(Task instructions): Copy out every line of the data exactly.

(Exercise input):

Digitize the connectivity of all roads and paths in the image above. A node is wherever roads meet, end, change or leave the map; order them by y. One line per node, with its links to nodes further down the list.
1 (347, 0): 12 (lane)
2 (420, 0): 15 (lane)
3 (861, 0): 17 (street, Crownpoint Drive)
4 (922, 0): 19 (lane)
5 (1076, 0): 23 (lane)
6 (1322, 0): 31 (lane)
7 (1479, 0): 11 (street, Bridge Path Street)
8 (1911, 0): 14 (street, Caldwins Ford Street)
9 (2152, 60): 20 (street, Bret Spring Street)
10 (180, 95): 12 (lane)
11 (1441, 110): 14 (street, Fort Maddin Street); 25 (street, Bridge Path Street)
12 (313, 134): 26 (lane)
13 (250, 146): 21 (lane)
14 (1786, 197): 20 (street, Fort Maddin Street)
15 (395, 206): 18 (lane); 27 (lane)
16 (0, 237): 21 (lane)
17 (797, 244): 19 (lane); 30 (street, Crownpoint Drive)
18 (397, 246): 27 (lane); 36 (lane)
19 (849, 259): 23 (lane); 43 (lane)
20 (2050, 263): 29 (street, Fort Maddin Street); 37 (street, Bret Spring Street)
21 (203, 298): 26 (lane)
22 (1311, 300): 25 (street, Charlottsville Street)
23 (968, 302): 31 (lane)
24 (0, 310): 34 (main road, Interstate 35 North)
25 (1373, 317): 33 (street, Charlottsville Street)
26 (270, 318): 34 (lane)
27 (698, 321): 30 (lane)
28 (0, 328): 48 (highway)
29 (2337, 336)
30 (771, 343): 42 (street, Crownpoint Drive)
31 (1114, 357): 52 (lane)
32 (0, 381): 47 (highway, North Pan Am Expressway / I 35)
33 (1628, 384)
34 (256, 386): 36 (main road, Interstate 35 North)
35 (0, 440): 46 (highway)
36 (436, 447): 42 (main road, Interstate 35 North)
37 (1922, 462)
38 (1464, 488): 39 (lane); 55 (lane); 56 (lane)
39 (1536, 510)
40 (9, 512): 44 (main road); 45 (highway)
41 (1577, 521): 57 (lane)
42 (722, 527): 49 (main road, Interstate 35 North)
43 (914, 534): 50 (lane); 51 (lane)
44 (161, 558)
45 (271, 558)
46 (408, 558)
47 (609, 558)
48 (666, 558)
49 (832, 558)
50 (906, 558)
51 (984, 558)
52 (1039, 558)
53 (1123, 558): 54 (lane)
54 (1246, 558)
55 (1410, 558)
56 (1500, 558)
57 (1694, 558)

(Your solution):
Digitize the connectivity of all roads and paths in the image above. A node is wherever roads meet, end, change or leave the map; order them by y. One line per node, with its links to nodes further down the list.
1 (347, 0): 12 (lane)
2 (420, 0): 15 (lane)
3 (861, 0): 17 (street, Crownpoint Drive)
4 (922, 0): 19 (lane)
5 (1076, 0): 23 (lane)
6 (1322, 0): 31 (lane)
7 (1479, 0): 11 (street, Bridge Path Street)
8 (1911, 0): 14 (street, Caldwins Ford Street)
9 (2152, 60): 20 (street, Bret Spring Street)
10 (180, 95): 12 (lane)
11 (1441, 110): 14 (street, Fort Maddin Street); 25 (street, Bridge Path Street)
12 (313, 134): 26 (lane)
13 (250, 146): 21 (lane)
14 (1786, 197): 20 (street, Fort Maddin Street)
15 (395, 206): 18 (lane); 27 (lane)
16 (0, 237): 21 (lane)
17 (797, 244): 19 (lane); 30 (street, Crownpoint Drive)
18 (397, 246): 27 (lane); 36 (lane)
19 (849, 259): 23 (lane); 43 (lane)
20 (2050, 263): 29 (street, Fort Maddin Street); 37 (street, Bret Spring Street)
21 (203, 298): 26 (lane)
22 (1311, 300): 25 (street, Charlottsville Street)
23 (968, 302): 31 (lane)
24 (0, 310): 34 (main road, Interstate 35 North)
25 (1373, 317): 33 (street, Charlottsville Street)
26 (270, 318): 34 (lane)
27 (698, 321): 30 (lane)
28 (0, 328): 48 (highway)
29 (2337, 336)
30 (771, 343): 42 (street, Crownpoint Drive)
31 (1114, 357): 52 (lane)
32 (0, 381): 47 (highway, North Pan Am Expressway / I 35)
33 (1628, 384)
34 (256, 386): 36 (main road, Interstate 35 North)
35 (0, 440): 46 (highway)
36 (436, 447): 42 (main road, Interstate 35 North)
37 (1922, 462)
38 (1464, 488): 39 (lane); 55 (lane); 56 (lane)
39 (1536, 510)
40 (9, 512): 44 (main road); 45 (highway)
41 (1577, 521): 57 (lane)
42 (722, 527): 49 (main road, Interstate 35 North)
43 (914, 534): 50 (lane); 51 (lane)
44 (161, 558)
45 (271, 558)
46 (408, 558)
47 (609, 558)
48 (666, 558)
49 (832, 558)
50 (906, 558)
51 (984, 558)
52 (1039, 558)
53 (1123, 558): 54 (lane)
54 (1246, 558)
55 (1410, 558)
56 (1500, 558)
57 (1694, 558)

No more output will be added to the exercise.